Pick out the lines below that contain the string "numbered" and copy them all.

>>

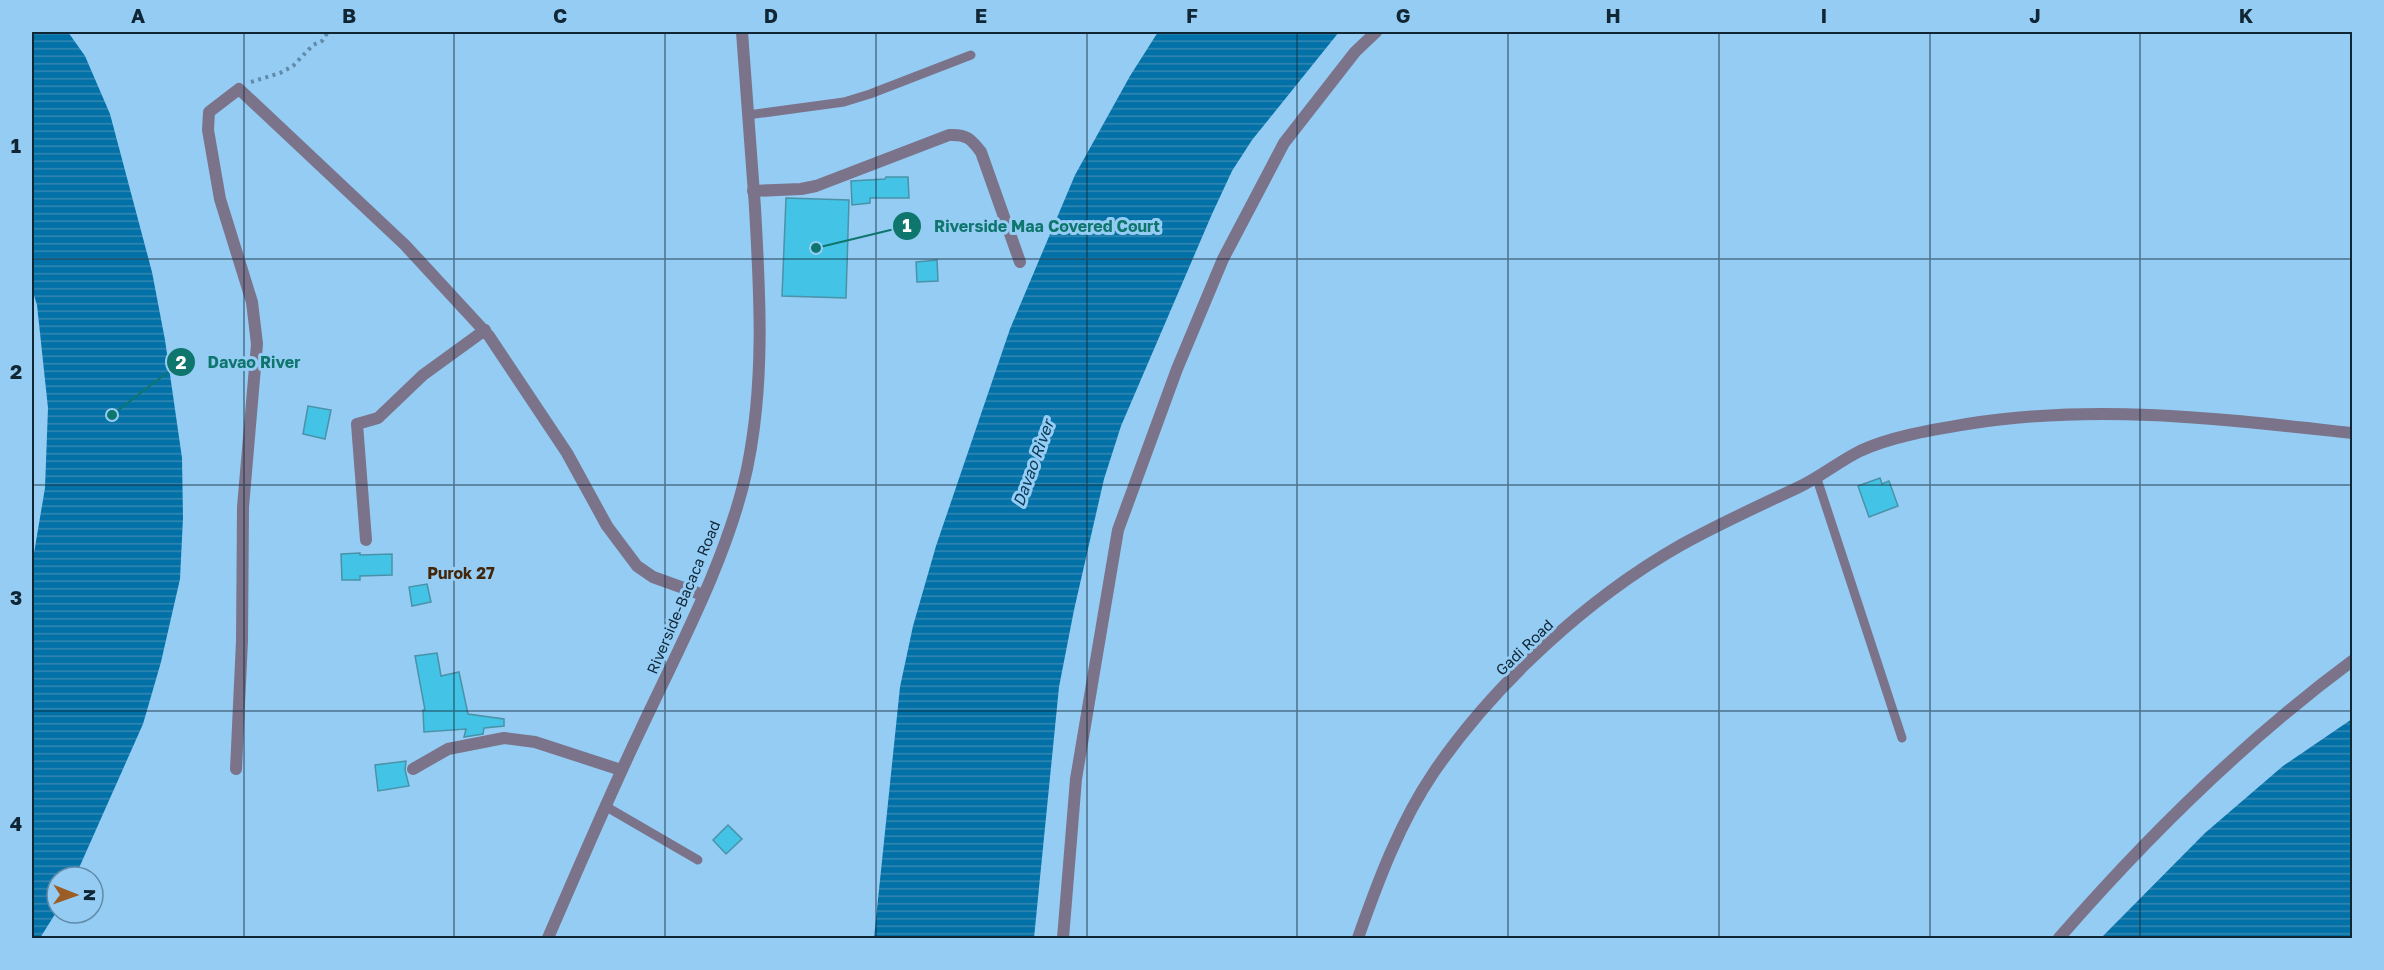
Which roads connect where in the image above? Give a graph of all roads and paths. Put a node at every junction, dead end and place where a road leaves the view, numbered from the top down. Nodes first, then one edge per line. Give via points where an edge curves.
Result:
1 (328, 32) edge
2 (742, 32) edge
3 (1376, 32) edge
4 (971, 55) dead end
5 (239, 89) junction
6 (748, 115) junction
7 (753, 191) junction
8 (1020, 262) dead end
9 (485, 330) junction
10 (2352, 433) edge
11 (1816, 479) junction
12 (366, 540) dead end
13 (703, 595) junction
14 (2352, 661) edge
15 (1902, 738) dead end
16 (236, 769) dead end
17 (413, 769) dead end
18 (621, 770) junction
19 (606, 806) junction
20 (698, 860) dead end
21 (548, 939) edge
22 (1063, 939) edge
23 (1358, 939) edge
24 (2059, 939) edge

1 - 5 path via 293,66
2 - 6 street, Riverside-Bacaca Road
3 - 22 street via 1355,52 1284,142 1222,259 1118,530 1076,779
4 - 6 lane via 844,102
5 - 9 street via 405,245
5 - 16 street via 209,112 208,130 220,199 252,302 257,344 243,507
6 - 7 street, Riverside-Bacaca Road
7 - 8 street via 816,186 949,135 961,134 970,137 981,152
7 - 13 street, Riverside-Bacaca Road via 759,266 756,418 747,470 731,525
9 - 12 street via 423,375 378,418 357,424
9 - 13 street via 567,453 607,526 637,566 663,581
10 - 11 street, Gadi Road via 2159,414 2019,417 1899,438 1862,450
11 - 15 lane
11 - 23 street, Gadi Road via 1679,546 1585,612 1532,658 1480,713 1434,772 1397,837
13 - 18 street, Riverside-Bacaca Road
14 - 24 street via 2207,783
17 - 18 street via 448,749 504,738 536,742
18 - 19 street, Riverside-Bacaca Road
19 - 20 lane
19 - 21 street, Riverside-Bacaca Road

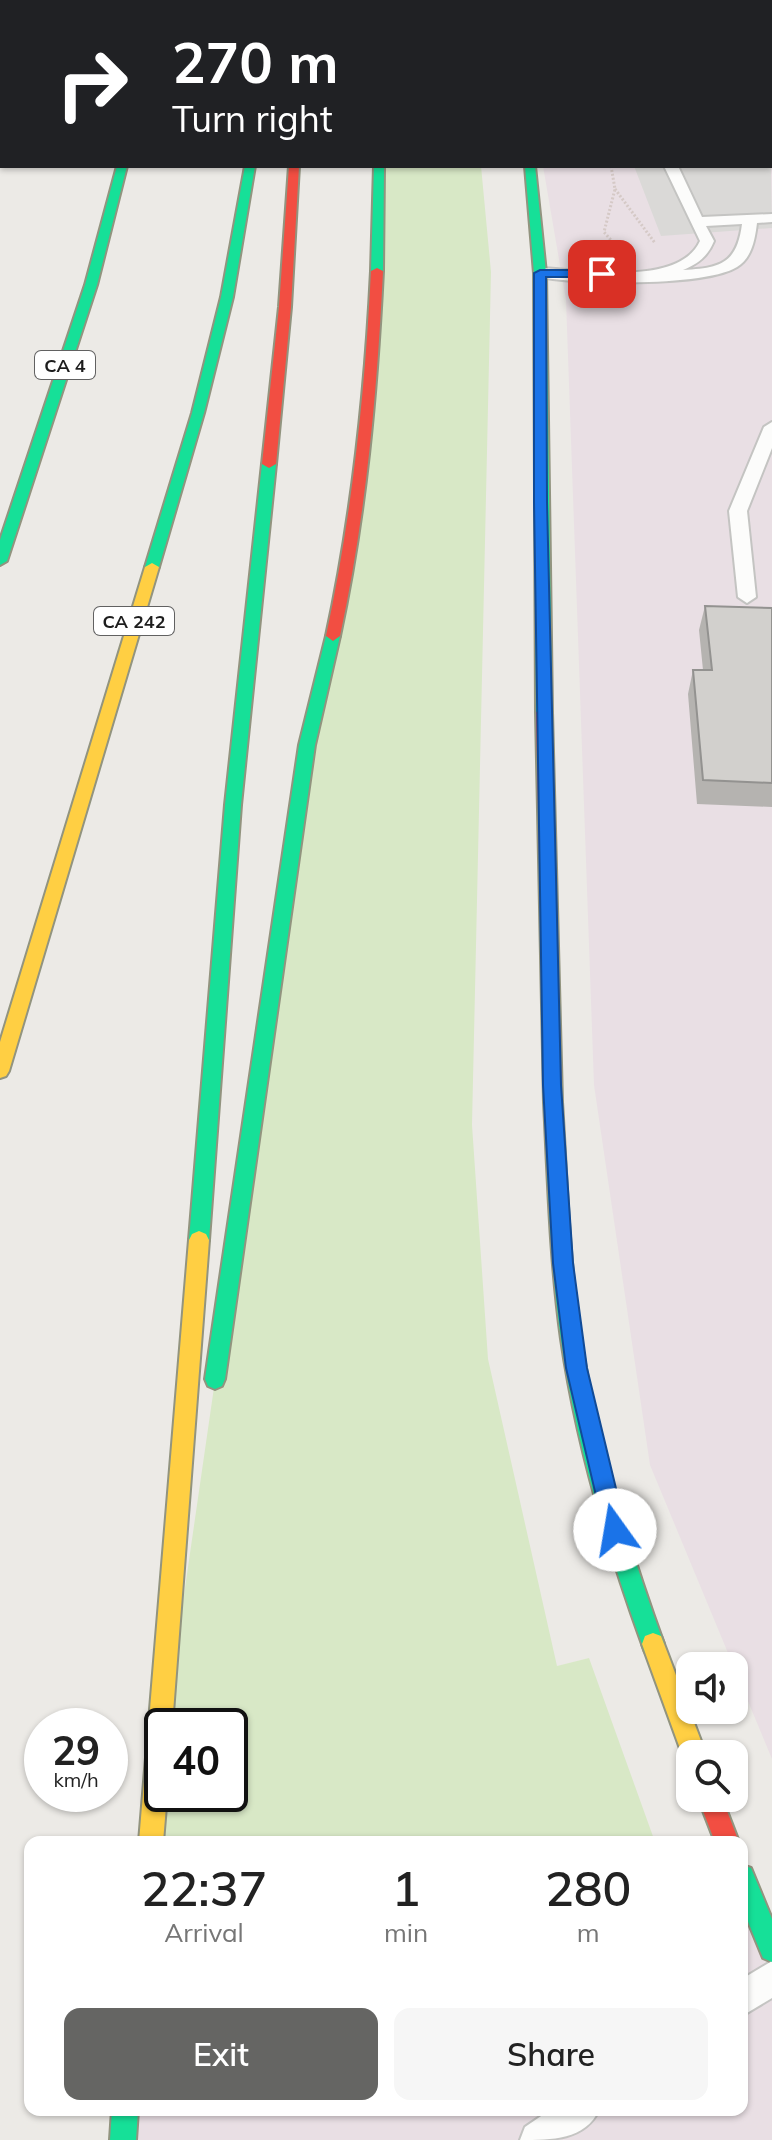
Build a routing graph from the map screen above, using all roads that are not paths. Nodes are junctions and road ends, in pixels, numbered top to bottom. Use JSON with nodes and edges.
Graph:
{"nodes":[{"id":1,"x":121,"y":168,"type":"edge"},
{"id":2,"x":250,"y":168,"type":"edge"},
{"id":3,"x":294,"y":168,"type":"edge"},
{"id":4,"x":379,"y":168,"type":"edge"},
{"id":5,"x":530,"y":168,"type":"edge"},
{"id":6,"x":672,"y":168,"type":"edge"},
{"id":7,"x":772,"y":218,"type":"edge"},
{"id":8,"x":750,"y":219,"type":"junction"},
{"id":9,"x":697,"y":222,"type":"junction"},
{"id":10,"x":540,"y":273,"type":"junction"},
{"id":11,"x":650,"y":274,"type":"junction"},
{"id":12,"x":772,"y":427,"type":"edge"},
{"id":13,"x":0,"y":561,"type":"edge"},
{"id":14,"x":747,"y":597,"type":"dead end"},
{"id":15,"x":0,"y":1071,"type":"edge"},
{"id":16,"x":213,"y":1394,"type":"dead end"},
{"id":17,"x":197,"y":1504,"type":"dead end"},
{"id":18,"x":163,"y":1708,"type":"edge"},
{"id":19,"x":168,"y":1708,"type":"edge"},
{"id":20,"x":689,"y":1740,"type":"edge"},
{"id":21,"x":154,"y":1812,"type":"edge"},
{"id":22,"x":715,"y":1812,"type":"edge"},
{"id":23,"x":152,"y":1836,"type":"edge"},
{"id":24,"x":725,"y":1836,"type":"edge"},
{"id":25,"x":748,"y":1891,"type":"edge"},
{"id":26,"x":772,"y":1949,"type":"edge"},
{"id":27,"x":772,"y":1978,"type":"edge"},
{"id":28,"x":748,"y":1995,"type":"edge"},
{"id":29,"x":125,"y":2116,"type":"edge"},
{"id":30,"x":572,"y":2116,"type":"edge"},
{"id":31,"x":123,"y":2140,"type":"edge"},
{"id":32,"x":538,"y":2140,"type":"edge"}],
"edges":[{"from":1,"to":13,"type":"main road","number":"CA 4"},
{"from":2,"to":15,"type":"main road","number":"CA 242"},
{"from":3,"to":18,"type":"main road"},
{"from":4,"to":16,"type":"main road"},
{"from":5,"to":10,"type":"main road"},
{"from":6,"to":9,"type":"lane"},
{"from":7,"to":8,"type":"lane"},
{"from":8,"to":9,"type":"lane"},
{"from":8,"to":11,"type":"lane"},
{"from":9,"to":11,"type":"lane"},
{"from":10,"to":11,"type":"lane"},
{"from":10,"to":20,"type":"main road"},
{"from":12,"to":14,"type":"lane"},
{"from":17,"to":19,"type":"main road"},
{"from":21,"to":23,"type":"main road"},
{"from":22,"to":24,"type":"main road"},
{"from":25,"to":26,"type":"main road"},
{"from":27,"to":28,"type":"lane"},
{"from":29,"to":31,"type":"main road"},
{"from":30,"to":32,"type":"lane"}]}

<<

## RESPONSE TO THIS TASK
Which roads connect where in the image above? Give a graph of all roads and paths. Put a node at every junction, dead end and place where a road leaves the view, numbered from the top down. Nodes first, then one edge per line. Give via points where an edge curves.
Build a routing graph from the map screen above, using all roads that are not paths. Nodes are junctions and road ends, in pixels, numbered top to bottom. Use JSON with nodes and edges.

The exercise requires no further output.